The end of the world today on First Great Western

The camera can lie - this is actually the scene of chaos outside Plymouth railway station this afternoon. All those people standing outside are First Great Western's displaced persons and the British Transport Police policeman was looking more necessary as the confused crowd grew.
Well, the end of the world didn't happen and a lot of people are standing around now looking very foolish and at a bit of a loose end. Yes, I'm looking at you First Great Western because you cancelled the 15:12 to Liskeard.

Like many other travellers, I knew the world wasn't going to end - not really. I'd finished work art midday today and gone into Plymouth city centre for a very good meal at Lorenzo's tapas bar with some workmates and chumrades and decided to get the 15:12 home to avoid the rush that had been predicted (accurately as it turned out). Consequently, instead of avoiding the rush, I became a part of it.

The next train to Liskeard was the 15:57. It was packed with two train loads of passengers. And their luggage.

I squeezed on into a seething heaving mass of irate humanity. We could have moved further down the aisle but there was so much luggage belonging to elderly passengers who weren't capable of moving it that only a lanky git like me who does yoga could get over it. I did quite a good job, made some more room, moved down the carriage, calmed cross passengers (justifiably cross passengers in my view) and made friends with two little ladies over retirement age, neither of whom you could accurately call elderly or frail but who were perhaps flagging a bit after long journeys into the west country to see family.

The things got worse.

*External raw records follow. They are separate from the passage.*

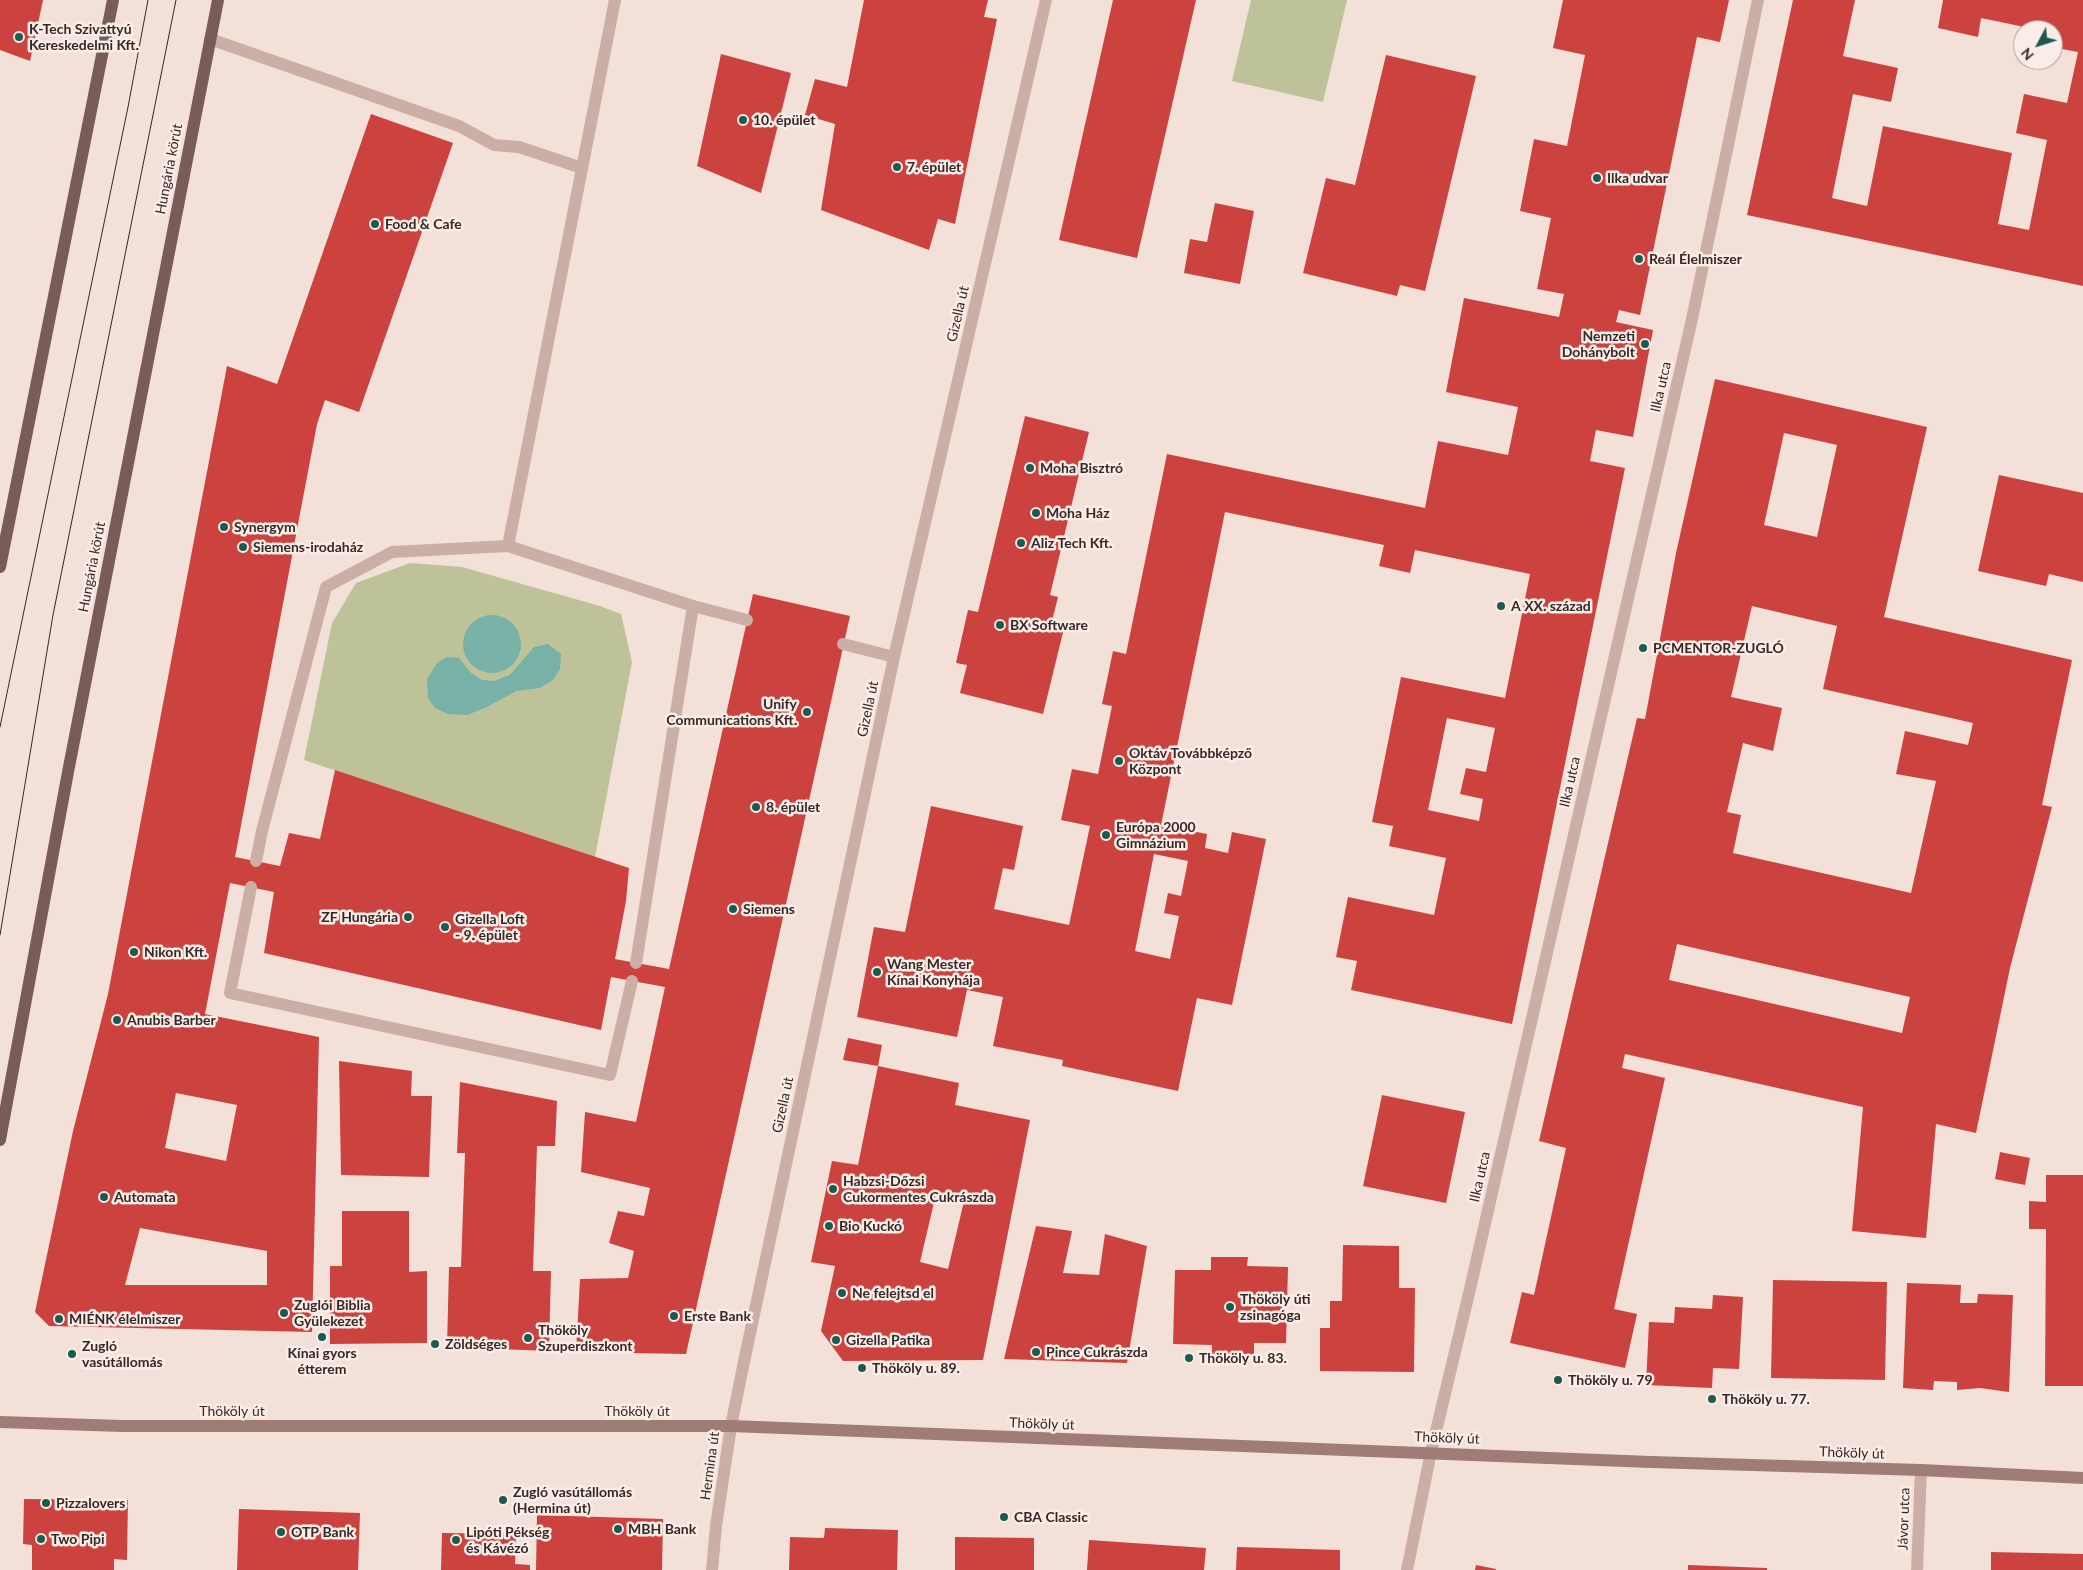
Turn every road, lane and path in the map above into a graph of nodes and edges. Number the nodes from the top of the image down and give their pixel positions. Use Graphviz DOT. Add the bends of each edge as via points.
graph roads {
  1 [pos="113,0"];
  2 [pos="218,0"];
  3 [pos="615,0"];
  4 [pos="1046,0"];
  5 [pos="1758,0"];
  6 [pos="210,39"];
  7 [pos="582,168"];
  8 [pos="508,546"];
  9 [pos="0,567"];
  10 [pos="693,606"];
  11 [pos="747,620"];
  12 [pos="843,644"];
  13 [pos="894,657"];
  14 [pos="256,861"];
  15 [pos="251,887"];
  16 [pos="636,963"];
  17 [pos="632,981"];
  18 [pos="0,1140"];
  19 [pos="0,1422"];
  20 [pos="731,1426"];
  21 [pos="1431,1452"];
  22 [pos="1921,1470"];
  23 [pos="2083,1478"];
  24 [pos="712,1570"];
  25 [pos="1407,1570"];
  26 [pos="1917,1570"];
  1 -- 9 [label="main road"];
  2 -- 6 [label="main road, Hungária körút"];
  3 -- 7 [label="street"];
  4 -- 13 [label="street, Gizella út"];
  5 -- 21 [label="street, Ilka utca" via="1692,318"];
  6 -- 7 [label="street" via="459,126 494,145 520,147"];
  6 -- 18 [label="main road, Hungária körút"];
  7 -- 8 [label="street"];
  8 -- 10 [label="street"];
  8 -- 14 [label="street" via="392,552 326,587"];
  10 -- 11 [label="street"];
  10 -- 16 [label="street"];
  12 -- 13 [label="street"];
  13 -- 20 [label="street, Gizella út"];
  15 -- 17 [label="street" via="230,992 610,1074"];
  19 -- 20 [label="main road, Thököly út" via="122,1426"];
  20 -- 21 [label="main road, Thököly út"];
  20 -- 24 [label="street, Hermina út"];
  21 -- 22 [label="main road, Thököly út"];
  21 -- 25 [label="street, Ilka utca"];
  22 -- 23 [label="main road, Thököly út"];
  22 -- 26 [label="street, Jávor utca"];
}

The guard said the train was too crowded to move, and this was a Class 150 carriage with the high-density seating. But, he said, there were coaches and taxis waiting outside the station to take us on our journey. He had to say this several times because those of us on the train were sceptical to say the least but as nothing was going to move some of us selflessly gave up our standing spaces so that others could depart the station.

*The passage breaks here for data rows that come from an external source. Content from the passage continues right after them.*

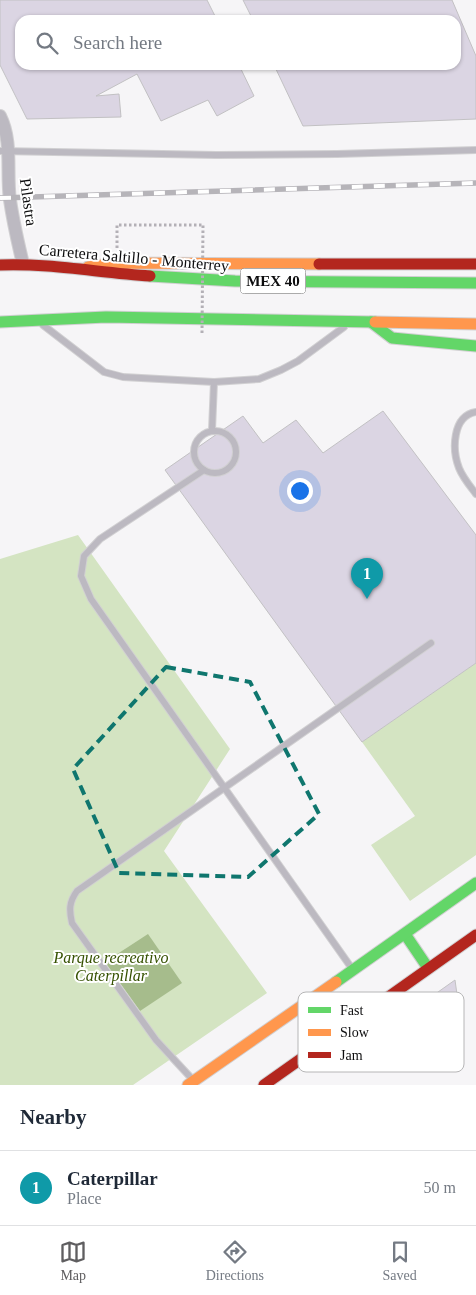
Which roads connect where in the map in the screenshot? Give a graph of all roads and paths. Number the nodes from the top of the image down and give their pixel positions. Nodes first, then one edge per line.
1 (0, 116) edge
2 (4, 150) edge
3 (476, 150) edge
4 (117, 225) dead end
5 (23, 264) junction
6 (476, 264) edge
7 (0, 265) edge
8 (72, 270) junction
9 (476, 284) edge
10 (36, 320) junction
11 (0, 322) edge
12 (350, 322) junction
13 (371, 322) junction
14 (476, 324) edge
15 (202, 333) dead end
16 (476, 346) edge
17 (214, 382) junction
18 (476, 412) edge
19 (212, 430) junction
20 (204, 470) junction
21 (476, 494) edge
22 (430, 643) dead end
23 (224, 788) junction
24 (476, 883) edge
25 (405, 934) junction
26 (476, 935) edge
27 (428, 968) junction
28 (354, 971) junction
29 (324, 992) edge
30 (394, 992) edge
31 (298, 1010) edge
32 (298, 1061) edge
33 (193, 1084) edge
34 (264, 1085) edge

1 - 2 street, Pilastra
2 - 3 lane
2 - 5 street, Pilastra
4 - 15 path, bridge
5 - 7 main road, Carretera Saltillo - Monterrey / MEX 40
5 - 8 main road, Carretera Saltillo - Monterrey / MEX 40
6 - 8 main road, MEX 40
8 - 9 main road, Carretera Saltillo - Monterrey / MEX 40
10 - 11 main road
10 - 12 main road
10 - 17 lane
12 - 13 main road
12 - 17 lane
13 - 14 main road
13 - 16 main road
17 - 19 lane
18 - 21 lane
19 - 20 lane
19 - 20 lane
20 - 23 lane
22 - 23 lane
23 - 28 lane
23 - 33 lane
24 - 25 main road
25 - 27 main road
25 - 28 main road
26 - 27 main road
27 - 30 main road
28 - 29 main road
31 - 33 main road
32 - 34 main road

There was also the slightly less altruistic thought that on a coach standing isn't aloud. My two little ladies with luggage who weren't old could also benefit from seats so off the train we got and in a great tide of angry passengers we made out way slowly to the station entrance to find that we had been lied to.

That's right.

Lied to.

And not about the apocalypse.

First Great Western lied to us to get us off their overloaded train. Their were no coaches or taxis at all, just many, many, many passengers with places to go but no means of getting there.

Things began to get ugly. One of my new travelling companions was going to Newquay and the other would have been getting off at Liskeard with me about an hour earlier if the early train hadn't been cancelled.

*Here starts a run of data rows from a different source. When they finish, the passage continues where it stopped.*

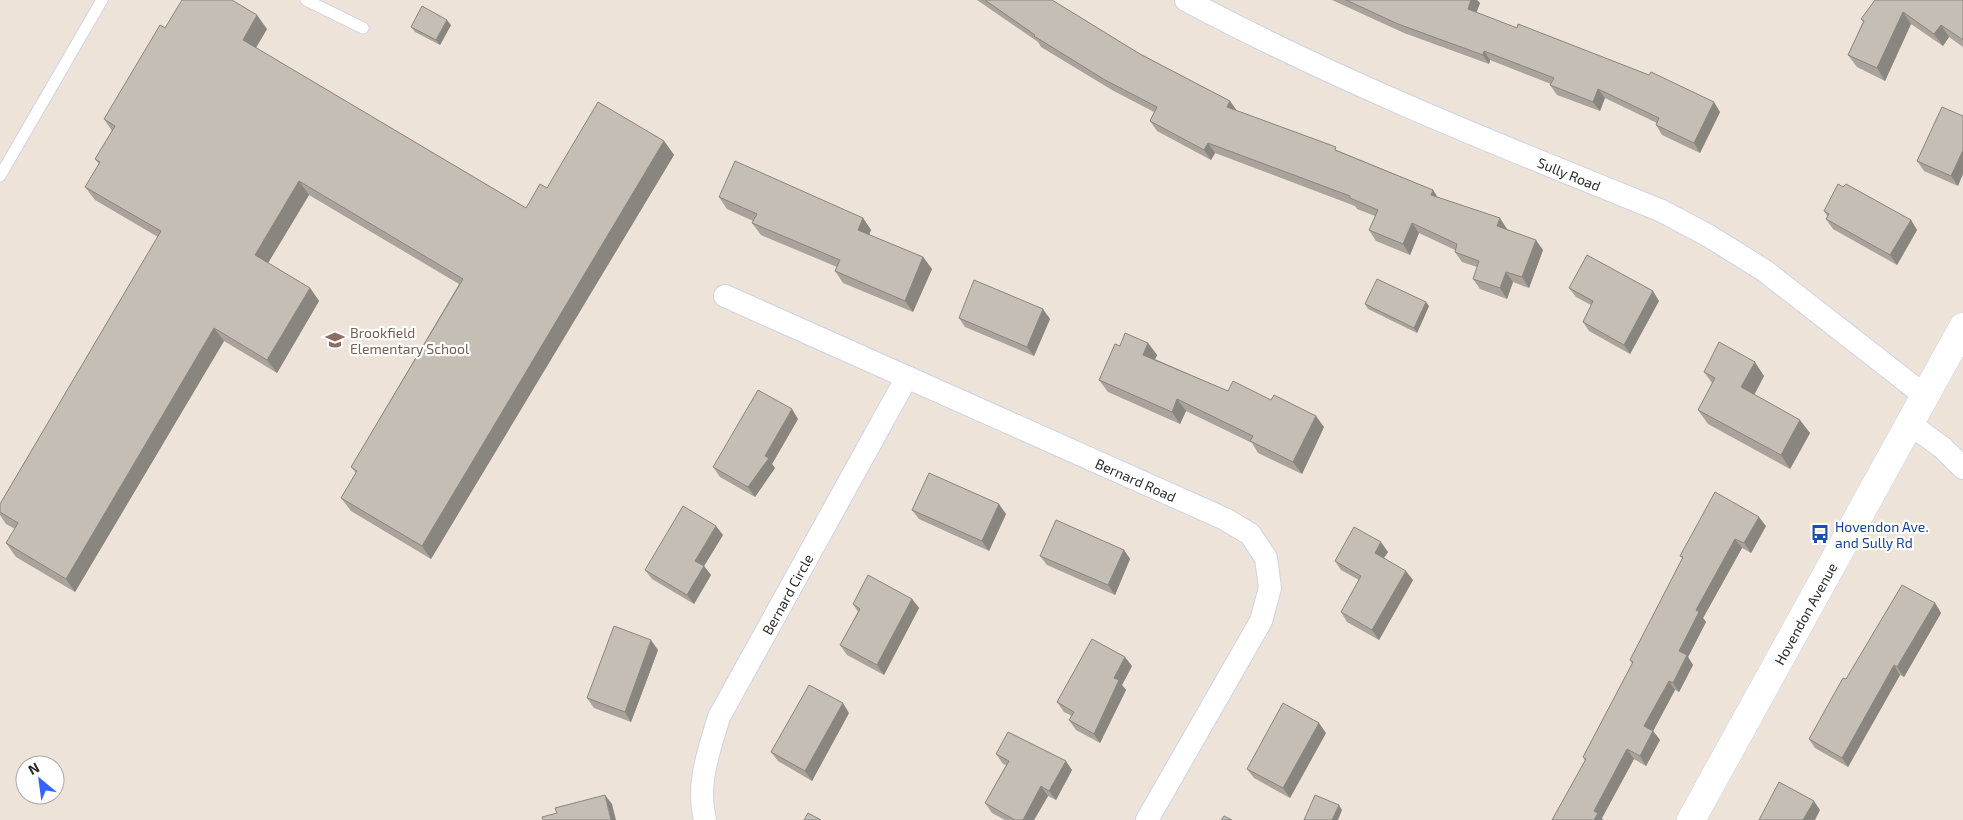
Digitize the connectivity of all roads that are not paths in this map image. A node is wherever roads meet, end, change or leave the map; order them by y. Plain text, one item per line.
1 (102, 0) edge
2 (306, 0) edge
3 (1186, 0) edge
4 (363, 28) dead end
5 (0, 176) edge
6 (725, 296) dead end
7 (1963, 327) edge
8 (907, 377) junction
9 (1924, 395) junction
10 (1910, 424) junction
11 (1963, 468) edge
12 (705, 820) edge
13 (1147, 820) edge
14 (1691, 820) edge

1 - 5 lane
2 - 4 lane
3 - 9 street, Sully Road
6 - 8 street, Bernard Road
7 - 9 street, Hovendon Avenue
8 - 12 street, Bernard Circle
8 - 13 street, Bernard Road
9 - 10 street, Hovendon Avenue
10 - 11 street
10 - 14 street, Hovendon Avenue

I overheard one passenger say they'd been told that the cancelled 15:12 that was due to terminate at Penzance had been turned around because it was needed near London.

"We're the wrong sort of passengers!" somebody else declared and it was about then that I noticed a British Transport policeman taking a discreet interest in the mood of the crowd.

In the face of irate passengers and management that ranged this afternoon from indifferent (in both senses) to downright deceitful, the Plymouth station staff performed heroically. They were as fed up as we were with the bullshit being fed them and were clearly frustrated at not being able to muster up a solution for us, like authority to book a fleet of taxis.

They did rustle up a couple of coaches, however, although one had a driver who was perilously close to running out of driving hours. He took passengers to Bodmin, St Austell and Par because that was as far as he could realistically drive. The other coach was prioritised for passengers for Penzance and St Erth.

I helped Jean (I think that was her name) into the coach for Snozzle and made sure her luggage was on it and showed the driver where it was to, too.

By now it was only twenty minutes away from the 1704 service, which hadn't been pinched for London, and First Great Western had run out of goodwill to all men and reckoned they didn't have to provide buses or taxis for us after all.

We were all a bit dubious about this by now - maybe understandably so from our recent experience - but the train did turn up and my dear travelling companion with the luggage, Myra, bought me a coffee to celebrate.

We got home and Myra's niece was at Liskeard to pick her up. All ended well for us - I just hope Jean and her luggage got to Newquay alright. She was cooking for a party of 21 over Christmas.

The solution is pretty clear. We need more trains. Not more consultants analysing how to "sweat the benchmark" - and let's be quite clear about this -  we just need more trains.

And the whole management structure of the rail network is not in the interests of the passengers. No operators own the stock or the rail infrastructure. If something goes wrong it's always somebody else's fault, which is very convenient for the various companies suddenly not involved but not the front line staff who hate being being put in that position and endeavour to help passengers who are so poorly served.

Apart from the one who lied to us, of course.

And I still can't believe they thought the prediction about the world ending was a true one - although it might have raised a smile instead of a lot of anger about us being the wrong sort of passengers.